**Task:** In the entries below, count every line with the string "from". State the count and nothing else.

══ Working data ══

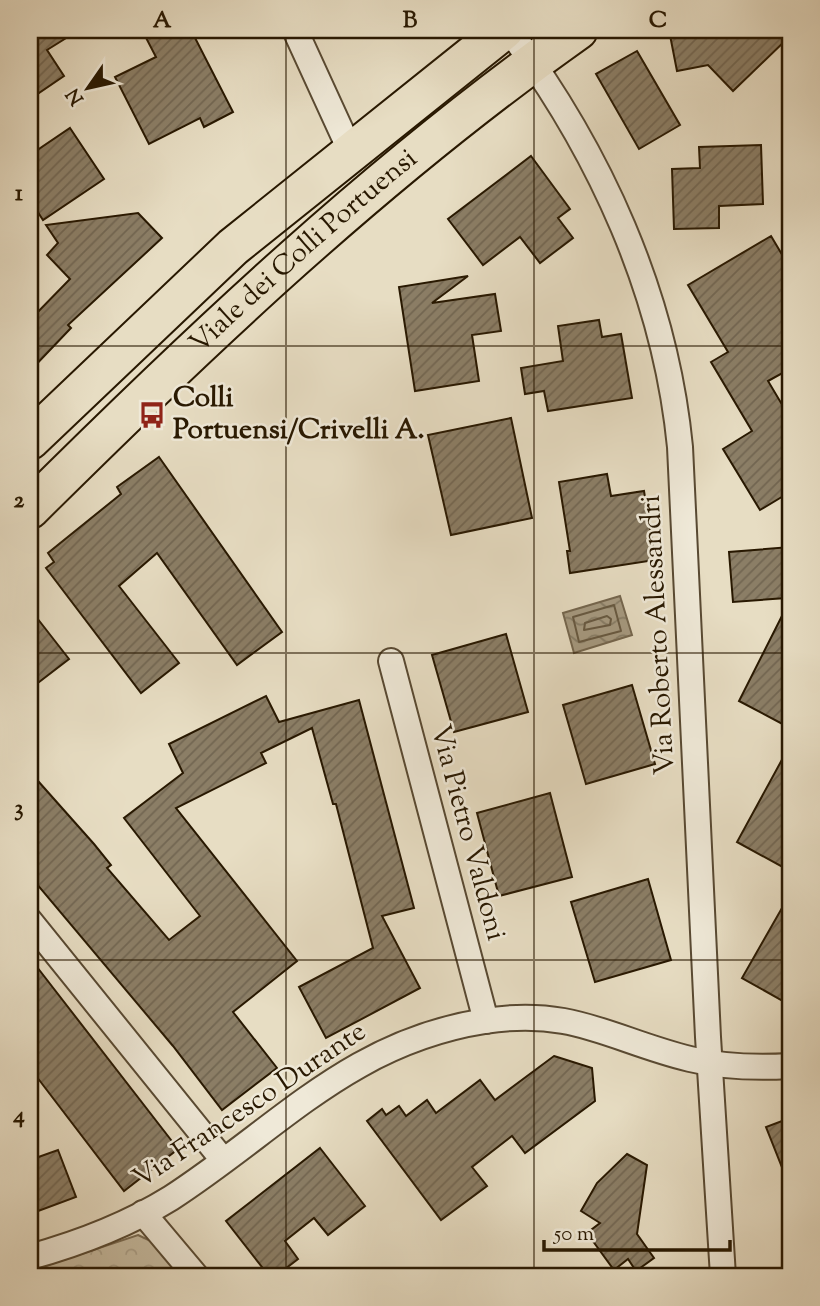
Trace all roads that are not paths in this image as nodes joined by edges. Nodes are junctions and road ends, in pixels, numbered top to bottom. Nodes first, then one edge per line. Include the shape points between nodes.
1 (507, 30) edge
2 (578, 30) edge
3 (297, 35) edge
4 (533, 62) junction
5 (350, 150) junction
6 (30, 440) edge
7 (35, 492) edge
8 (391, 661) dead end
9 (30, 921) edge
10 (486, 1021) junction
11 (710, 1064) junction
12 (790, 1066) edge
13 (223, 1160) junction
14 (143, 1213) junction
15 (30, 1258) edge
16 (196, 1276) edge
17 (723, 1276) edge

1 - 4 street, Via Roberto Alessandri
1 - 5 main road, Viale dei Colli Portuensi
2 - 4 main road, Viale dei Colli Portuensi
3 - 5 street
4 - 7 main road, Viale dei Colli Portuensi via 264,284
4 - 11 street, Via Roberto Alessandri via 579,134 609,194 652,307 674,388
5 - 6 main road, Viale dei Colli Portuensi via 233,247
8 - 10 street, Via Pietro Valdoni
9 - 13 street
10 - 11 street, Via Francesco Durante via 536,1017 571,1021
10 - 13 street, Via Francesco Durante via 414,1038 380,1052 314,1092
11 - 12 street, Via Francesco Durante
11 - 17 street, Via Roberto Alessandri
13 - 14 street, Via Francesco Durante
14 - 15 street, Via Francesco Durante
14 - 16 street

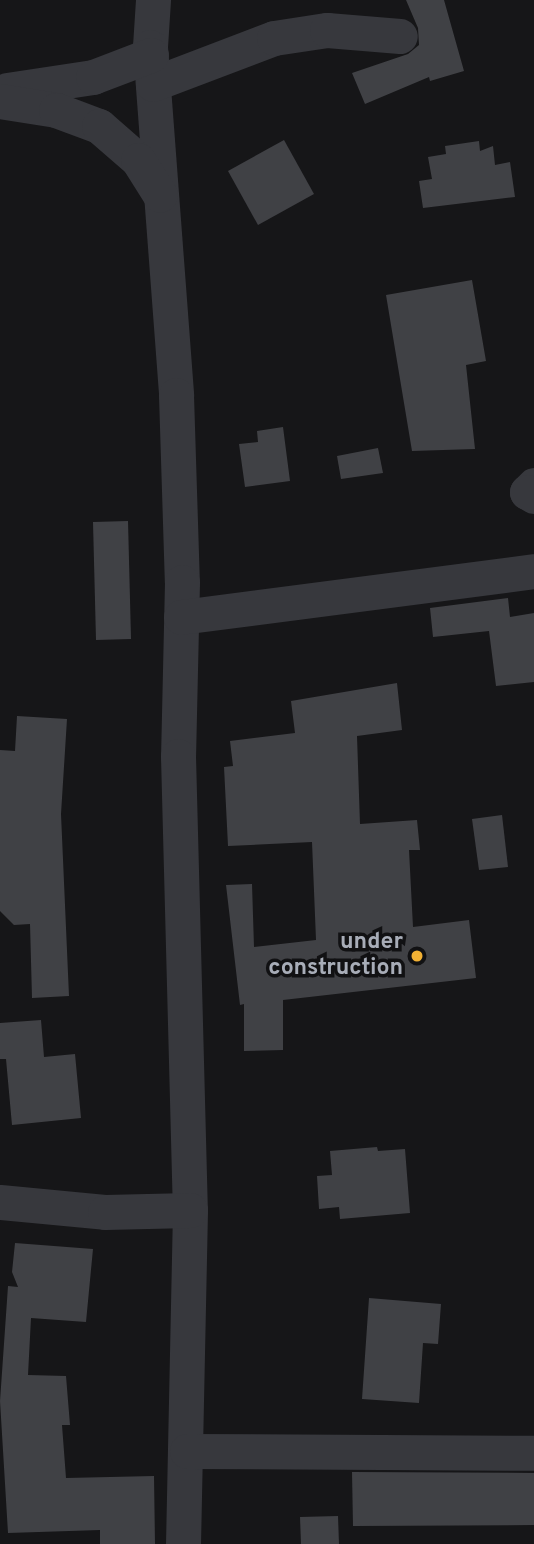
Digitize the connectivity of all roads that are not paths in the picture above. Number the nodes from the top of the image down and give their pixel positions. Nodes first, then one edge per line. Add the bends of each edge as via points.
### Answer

═══
══ Working data ══

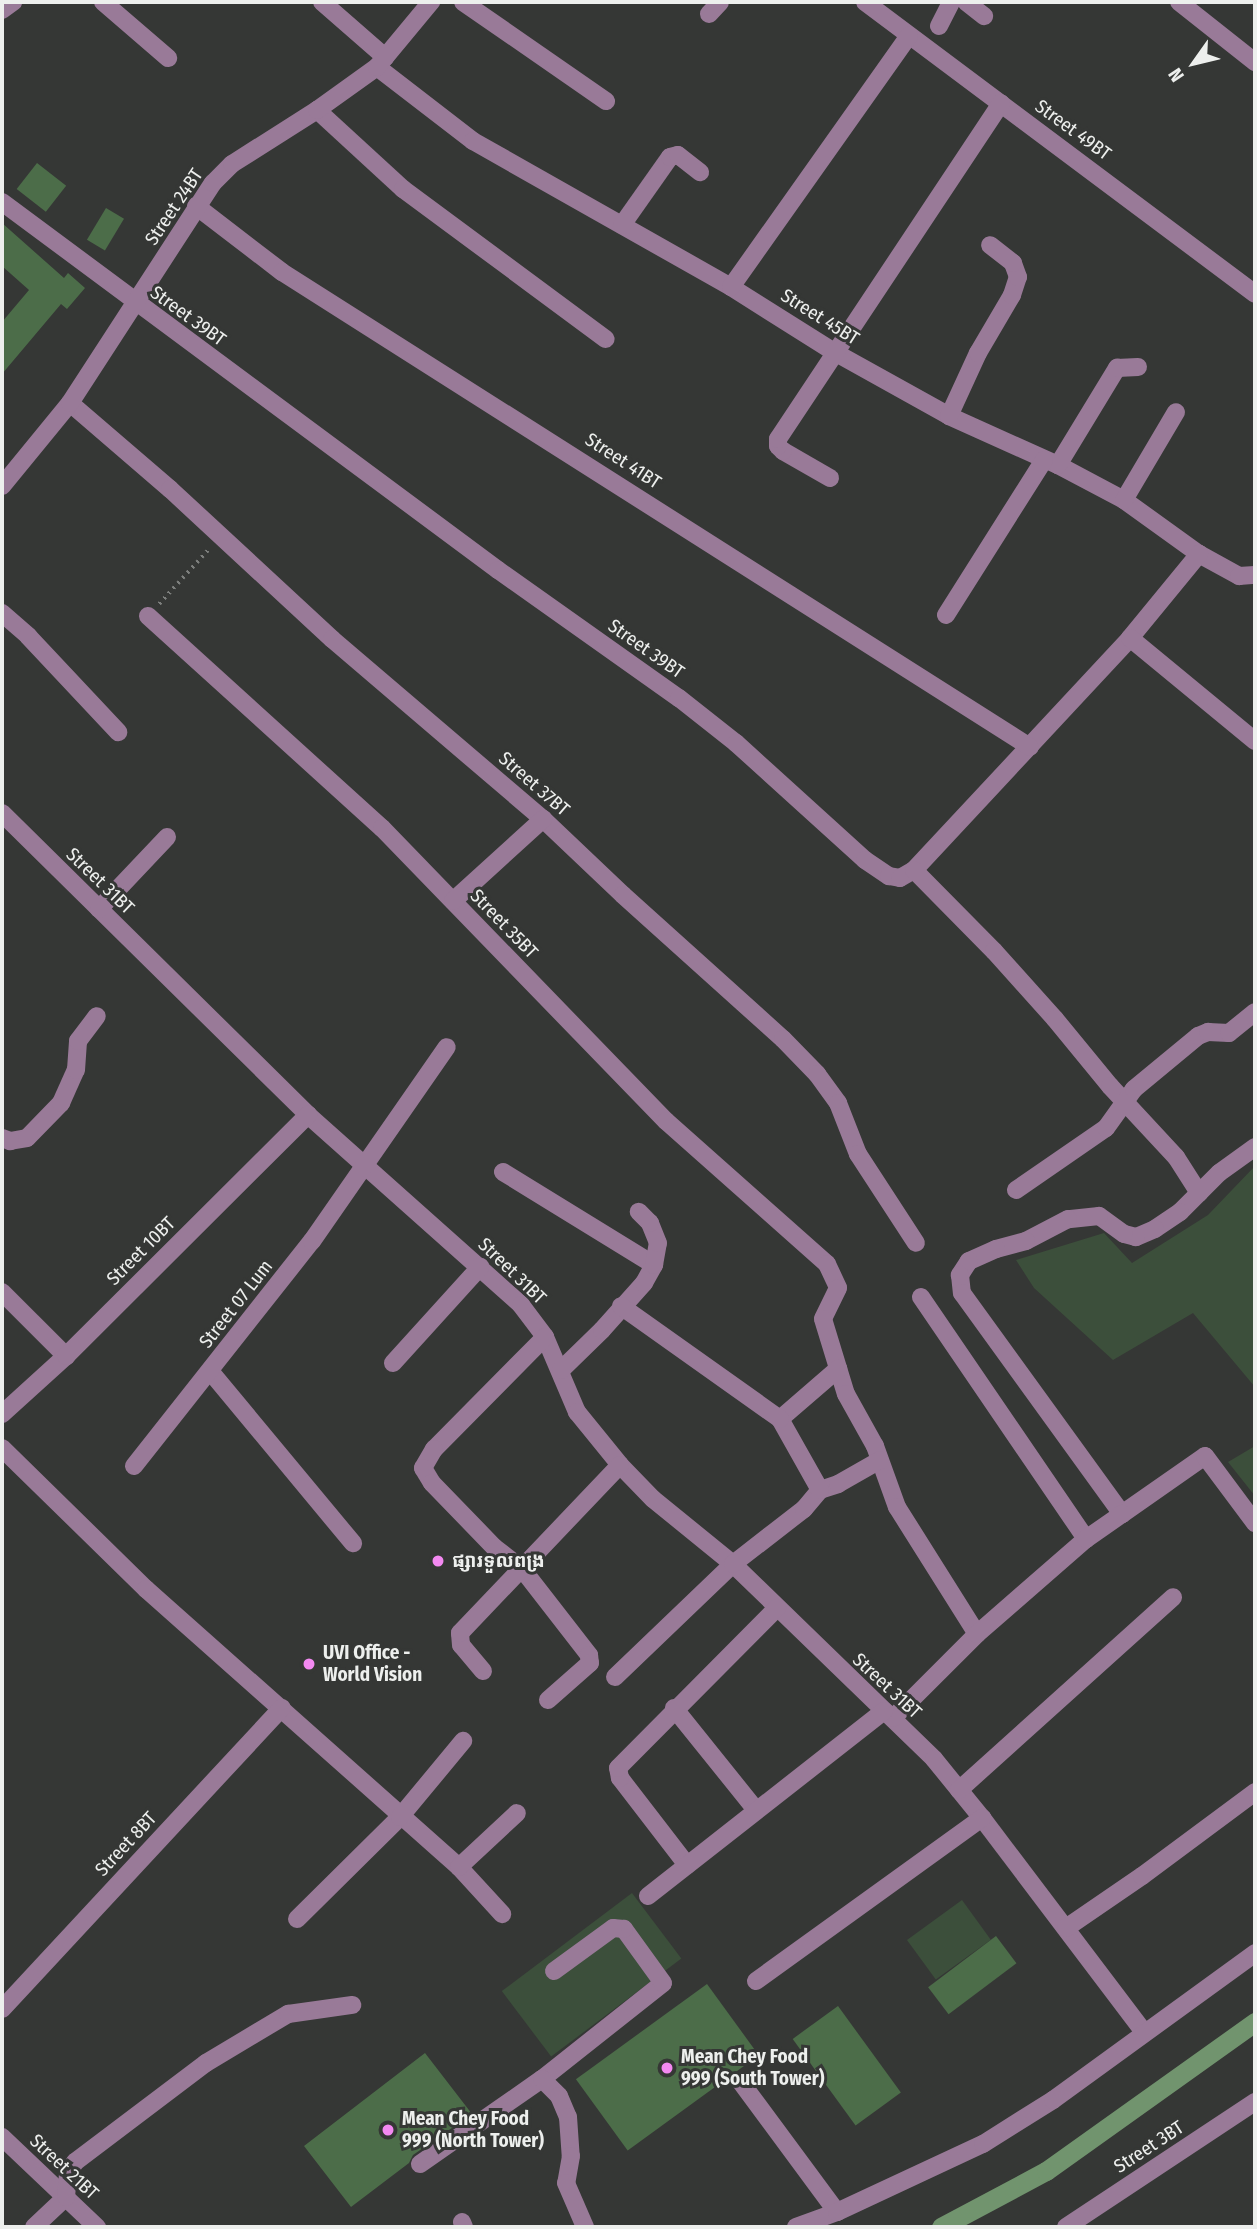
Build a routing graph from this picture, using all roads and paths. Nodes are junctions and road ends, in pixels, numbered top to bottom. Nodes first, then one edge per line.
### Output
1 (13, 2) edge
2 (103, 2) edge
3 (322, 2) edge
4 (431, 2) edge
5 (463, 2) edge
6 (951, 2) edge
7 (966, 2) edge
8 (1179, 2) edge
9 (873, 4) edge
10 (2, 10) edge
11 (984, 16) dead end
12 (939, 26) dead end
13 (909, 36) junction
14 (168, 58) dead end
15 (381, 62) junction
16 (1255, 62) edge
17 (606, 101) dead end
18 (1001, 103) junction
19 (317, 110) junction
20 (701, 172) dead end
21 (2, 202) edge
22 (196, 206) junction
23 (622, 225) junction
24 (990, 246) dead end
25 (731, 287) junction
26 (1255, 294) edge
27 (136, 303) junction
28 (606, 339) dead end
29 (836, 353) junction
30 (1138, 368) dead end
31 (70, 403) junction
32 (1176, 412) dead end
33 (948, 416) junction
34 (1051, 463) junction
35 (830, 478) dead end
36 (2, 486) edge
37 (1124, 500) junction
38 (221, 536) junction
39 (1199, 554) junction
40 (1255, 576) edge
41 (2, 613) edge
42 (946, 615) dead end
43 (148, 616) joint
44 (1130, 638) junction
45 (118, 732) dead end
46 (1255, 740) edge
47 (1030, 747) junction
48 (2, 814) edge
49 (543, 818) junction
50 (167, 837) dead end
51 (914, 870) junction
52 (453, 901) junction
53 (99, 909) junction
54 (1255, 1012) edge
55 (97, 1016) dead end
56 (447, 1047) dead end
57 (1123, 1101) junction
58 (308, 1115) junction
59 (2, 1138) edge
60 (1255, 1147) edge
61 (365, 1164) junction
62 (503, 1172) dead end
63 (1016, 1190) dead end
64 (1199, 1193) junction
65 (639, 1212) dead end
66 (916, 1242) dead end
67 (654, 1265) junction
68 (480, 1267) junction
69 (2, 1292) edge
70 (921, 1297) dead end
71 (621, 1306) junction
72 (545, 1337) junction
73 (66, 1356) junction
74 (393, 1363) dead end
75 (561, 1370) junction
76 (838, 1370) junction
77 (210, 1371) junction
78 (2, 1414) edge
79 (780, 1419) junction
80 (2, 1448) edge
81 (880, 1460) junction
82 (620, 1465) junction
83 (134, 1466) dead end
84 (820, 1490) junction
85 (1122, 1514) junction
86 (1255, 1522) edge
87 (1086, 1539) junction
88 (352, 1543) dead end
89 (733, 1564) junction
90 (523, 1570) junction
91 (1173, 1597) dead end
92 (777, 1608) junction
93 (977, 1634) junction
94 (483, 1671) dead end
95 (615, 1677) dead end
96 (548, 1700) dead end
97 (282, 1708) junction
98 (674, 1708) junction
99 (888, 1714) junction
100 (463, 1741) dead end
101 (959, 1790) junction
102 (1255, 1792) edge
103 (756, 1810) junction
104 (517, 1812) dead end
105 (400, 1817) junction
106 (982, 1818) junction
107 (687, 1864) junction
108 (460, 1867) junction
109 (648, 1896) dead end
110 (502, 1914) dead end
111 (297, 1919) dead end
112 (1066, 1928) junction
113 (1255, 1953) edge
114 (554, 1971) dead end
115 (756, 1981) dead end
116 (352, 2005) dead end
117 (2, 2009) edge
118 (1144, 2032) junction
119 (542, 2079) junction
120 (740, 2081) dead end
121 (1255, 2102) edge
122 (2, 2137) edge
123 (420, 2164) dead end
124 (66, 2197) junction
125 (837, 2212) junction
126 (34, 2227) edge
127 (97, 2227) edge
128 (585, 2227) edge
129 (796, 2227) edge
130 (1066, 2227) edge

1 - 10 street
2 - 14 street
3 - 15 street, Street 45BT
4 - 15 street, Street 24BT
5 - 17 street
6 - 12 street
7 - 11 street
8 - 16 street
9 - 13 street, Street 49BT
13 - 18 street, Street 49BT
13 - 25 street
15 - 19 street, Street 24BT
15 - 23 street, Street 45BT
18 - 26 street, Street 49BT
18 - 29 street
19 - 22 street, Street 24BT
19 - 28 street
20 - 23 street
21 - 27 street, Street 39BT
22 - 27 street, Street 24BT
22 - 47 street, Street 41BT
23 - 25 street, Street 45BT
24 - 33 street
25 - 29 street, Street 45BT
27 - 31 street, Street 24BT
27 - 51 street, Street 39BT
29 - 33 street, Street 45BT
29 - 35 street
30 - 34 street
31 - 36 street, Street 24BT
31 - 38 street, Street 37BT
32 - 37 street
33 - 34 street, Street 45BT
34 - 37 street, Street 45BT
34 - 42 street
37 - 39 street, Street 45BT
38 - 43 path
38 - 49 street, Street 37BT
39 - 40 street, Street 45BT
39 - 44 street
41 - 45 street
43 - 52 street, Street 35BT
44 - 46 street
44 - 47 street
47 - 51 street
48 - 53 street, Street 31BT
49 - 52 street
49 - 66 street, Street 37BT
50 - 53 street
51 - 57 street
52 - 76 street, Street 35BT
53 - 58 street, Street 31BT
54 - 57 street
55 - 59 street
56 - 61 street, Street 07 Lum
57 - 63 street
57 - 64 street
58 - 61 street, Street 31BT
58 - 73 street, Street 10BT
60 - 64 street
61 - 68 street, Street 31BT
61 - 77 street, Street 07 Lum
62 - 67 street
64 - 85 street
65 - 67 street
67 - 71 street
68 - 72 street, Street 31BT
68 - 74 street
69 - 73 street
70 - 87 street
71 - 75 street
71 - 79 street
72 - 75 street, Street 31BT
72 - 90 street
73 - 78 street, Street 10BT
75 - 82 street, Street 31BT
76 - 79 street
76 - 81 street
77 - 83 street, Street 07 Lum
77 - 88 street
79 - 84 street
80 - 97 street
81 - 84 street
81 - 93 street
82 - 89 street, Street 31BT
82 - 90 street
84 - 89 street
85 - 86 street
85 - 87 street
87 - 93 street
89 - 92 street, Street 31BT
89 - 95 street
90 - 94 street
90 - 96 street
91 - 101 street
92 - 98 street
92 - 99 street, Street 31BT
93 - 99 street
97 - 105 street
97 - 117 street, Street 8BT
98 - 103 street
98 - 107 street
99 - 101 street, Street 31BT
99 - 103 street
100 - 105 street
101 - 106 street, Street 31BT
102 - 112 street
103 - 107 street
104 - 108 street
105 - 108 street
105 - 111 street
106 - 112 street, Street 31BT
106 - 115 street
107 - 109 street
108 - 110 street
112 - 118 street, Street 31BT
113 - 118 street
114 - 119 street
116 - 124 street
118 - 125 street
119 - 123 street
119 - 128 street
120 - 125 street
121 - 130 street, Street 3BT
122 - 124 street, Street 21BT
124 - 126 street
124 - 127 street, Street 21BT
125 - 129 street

═══

**Exercise solution:** 2